Najczęstszym celem ataków są banki i organizacje finansowe, bowiem ok. 44 proc. aktywności cyberprzestępców jest skierowane właśnie na ten sektor. Hackerzy używają w tym celu szybkich form ataku, zaawansowanych trojanów oraz strategii strategię typu "land-and-expand", by przebić się i pozostać aktywnym w danej sieci.

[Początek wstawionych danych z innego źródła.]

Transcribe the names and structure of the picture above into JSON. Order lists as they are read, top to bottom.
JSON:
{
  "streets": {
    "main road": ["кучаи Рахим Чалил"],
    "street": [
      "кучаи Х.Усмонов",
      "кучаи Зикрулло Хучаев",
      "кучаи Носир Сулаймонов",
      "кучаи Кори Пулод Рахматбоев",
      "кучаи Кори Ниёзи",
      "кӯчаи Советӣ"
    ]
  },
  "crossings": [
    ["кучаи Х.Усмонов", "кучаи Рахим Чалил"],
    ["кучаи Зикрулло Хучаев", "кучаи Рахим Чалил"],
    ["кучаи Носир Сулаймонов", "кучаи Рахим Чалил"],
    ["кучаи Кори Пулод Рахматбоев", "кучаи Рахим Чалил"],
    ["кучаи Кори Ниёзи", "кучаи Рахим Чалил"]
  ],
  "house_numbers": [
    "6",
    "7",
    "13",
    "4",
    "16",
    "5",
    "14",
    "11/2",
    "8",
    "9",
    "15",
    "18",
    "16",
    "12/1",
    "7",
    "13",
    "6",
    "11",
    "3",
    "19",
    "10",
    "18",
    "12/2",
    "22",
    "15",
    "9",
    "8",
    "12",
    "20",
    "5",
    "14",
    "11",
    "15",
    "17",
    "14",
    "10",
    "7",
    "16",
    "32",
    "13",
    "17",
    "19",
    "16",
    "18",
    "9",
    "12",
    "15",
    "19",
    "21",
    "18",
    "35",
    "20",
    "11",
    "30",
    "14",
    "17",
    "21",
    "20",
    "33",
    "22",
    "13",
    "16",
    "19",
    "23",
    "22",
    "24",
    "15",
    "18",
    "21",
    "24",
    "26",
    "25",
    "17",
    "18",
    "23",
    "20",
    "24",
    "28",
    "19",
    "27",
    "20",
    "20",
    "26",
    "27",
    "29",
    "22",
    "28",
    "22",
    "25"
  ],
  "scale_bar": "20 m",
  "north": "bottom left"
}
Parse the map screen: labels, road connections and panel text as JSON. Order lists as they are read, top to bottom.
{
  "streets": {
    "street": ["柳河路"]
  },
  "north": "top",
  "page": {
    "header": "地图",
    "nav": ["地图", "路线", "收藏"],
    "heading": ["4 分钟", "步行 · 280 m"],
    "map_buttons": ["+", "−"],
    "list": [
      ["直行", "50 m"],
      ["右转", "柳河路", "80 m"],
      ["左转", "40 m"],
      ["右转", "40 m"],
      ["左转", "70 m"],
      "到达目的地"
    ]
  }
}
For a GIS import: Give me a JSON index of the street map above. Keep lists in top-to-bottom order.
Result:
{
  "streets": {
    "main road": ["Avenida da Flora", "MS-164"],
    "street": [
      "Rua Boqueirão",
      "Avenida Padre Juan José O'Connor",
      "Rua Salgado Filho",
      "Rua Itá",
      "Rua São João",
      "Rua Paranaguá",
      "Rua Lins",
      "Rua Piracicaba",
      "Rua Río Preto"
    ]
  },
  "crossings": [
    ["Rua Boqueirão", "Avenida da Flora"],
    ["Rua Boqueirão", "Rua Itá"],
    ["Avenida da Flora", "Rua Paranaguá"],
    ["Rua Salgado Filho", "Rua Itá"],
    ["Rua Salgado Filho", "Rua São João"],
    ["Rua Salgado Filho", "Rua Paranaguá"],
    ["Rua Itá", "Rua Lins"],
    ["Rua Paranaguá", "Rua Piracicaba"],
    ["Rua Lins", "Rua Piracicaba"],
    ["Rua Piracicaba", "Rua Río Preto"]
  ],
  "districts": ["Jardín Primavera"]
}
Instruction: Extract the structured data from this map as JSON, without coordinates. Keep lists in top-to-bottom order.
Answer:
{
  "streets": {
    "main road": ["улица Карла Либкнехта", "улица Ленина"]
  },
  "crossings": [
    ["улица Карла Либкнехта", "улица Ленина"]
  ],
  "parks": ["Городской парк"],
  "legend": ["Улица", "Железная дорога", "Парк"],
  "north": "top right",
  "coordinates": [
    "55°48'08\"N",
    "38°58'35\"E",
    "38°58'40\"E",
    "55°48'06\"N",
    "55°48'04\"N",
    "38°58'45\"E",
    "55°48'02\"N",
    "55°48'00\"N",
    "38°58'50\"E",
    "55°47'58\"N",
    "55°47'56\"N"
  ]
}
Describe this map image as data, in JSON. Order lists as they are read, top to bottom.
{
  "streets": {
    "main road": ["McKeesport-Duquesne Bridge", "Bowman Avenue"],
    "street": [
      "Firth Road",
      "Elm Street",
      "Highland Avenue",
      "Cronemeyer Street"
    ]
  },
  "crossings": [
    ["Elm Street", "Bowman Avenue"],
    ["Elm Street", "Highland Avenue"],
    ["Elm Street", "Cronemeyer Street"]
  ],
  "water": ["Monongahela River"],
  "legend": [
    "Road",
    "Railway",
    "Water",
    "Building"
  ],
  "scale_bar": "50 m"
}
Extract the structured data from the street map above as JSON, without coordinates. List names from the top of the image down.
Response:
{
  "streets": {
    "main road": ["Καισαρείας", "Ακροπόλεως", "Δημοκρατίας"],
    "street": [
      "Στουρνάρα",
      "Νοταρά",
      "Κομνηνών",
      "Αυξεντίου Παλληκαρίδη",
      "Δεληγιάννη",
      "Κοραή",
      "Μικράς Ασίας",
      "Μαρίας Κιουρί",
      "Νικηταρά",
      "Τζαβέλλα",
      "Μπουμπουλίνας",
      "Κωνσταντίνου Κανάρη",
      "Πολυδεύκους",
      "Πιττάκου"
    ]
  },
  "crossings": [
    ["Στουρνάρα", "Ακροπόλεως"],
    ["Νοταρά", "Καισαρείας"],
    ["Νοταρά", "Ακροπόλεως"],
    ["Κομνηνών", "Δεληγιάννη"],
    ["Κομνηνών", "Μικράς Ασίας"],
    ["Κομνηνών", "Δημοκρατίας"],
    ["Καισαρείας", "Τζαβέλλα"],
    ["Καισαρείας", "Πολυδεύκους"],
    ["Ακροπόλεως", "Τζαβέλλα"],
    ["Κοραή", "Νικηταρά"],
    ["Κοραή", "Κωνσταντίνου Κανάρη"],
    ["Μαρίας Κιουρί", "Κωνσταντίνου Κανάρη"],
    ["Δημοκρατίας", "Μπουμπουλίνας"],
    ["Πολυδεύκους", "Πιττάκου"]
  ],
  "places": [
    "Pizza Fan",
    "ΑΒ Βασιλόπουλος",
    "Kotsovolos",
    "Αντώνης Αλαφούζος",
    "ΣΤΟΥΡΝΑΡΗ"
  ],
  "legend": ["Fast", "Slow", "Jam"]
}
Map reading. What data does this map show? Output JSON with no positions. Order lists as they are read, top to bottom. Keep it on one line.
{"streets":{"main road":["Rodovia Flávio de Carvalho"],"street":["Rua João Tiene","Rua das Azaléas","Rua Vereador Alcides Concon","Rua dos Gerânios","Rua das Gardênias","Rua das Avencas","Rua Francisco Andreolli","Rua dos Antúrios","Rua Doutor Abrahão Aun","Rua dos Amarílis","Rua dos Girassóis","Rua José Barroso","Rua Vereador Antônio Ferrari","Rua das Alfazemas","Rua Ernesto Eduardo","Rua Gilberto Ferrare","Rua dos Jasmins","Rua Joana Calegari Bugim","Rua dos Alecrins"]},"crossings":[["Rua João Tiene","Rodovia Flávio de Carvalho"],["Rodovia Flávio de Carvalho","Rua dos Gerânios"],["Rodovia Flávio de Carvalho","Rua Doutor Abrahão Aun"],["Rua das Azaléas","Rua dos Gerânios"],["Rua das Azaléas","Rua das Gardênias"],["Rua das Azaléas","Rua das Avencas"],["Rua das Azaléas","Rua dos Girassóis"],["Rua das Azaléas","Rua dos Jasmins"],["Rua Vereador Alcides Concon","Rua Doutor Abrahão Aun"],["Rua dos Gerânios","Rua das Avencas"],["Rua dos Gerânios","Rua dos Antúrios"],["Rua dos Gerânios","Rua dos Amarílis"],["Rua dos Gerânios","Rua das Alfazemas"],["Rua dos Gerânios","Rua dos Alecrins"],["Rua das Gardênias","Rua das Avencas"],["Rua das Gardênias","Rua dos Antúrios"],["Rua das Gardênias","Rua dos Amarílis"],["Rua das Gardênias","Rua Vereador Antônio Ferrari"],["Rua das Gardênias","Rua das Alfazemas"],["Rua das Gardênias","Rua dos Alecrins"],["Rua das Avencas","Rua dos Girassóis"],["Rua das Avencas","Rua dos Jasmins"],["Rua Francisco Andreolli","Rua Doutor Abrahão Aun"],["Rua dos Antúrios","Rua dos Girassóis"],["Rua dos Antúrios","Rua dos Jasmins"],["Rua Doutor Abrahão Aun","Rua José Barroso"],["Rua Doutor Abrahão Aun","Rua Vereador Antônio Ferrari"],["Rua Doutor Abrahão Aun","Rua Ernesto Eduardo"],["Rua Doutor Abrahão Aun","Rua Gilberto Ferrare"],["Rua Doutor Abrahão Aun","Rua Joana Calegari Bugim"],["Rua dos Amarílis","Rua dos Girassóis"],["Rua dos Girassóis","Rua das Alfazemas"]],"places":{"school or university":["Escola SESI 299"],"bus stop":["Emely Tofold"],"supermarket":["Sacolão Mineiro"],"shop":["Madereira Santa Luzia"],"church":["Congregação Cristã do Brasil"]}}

Drugim co do liczby ataków był sektor edukacyjny z 27,4 ataków, a trzecim - sektor ochrony zdrowia z 10,6 ataków.

Jak wyjaśnia John Maddison, wiceprezes ds. produktów i rozwiązań w Fortinet, jeszcze niedawno firewalle sieciowe łatwiej wykrywały istotne zagrożenia w sieci, ponieważ ruch mógł być sklasyfikowany na podstawie konkretnych protokołów, a i metody cyberprzestępców nie były tak wyrafinowane.

"Coraz większa liczba współczesnych zagrożeń jest projektowana w taki sposób, by ich detekcja była utrudniona oraz by omijać tradycyjne zapory sieciowe" - dodaje.

Za 25,65 proc. ruchu w sieciach odpowiedzialne są media społecznościowe oraz streaming multimediów. Facebook jest najczęściej używanym serwisem, obejmując 47,3 proc. całego ruchu w mediach społecznościowych, podczas gdy YouTube odpowiada za 42,3 proc. streamingu treści, zaś 19 proc. ruchu można wiązać z reklamami. Taki wzór aktywności sprawia iż systemy i zasoby z danymi wrażliwymi firm są narażone na ataki poprzez infekcję drive-by, socjotechnikę oraz malvertising.

Urządzenia pracowników działające często w modelu BYOD (Bring Your Own Device) i zainstalowane na nich aplikacje stanowią często problem dla administratorów sieci. Protokół BitTorrent z ruchem P2P i gry online stanowią często bramę dla złośliwego oprogramowania wszelkich typów, które jest doinstalowywane do aplikacji i plików pobieranych z popularnych serwisów. W trakcie analiz logów CTAP wykryto 357000 prób ataków poprzez aplikacje.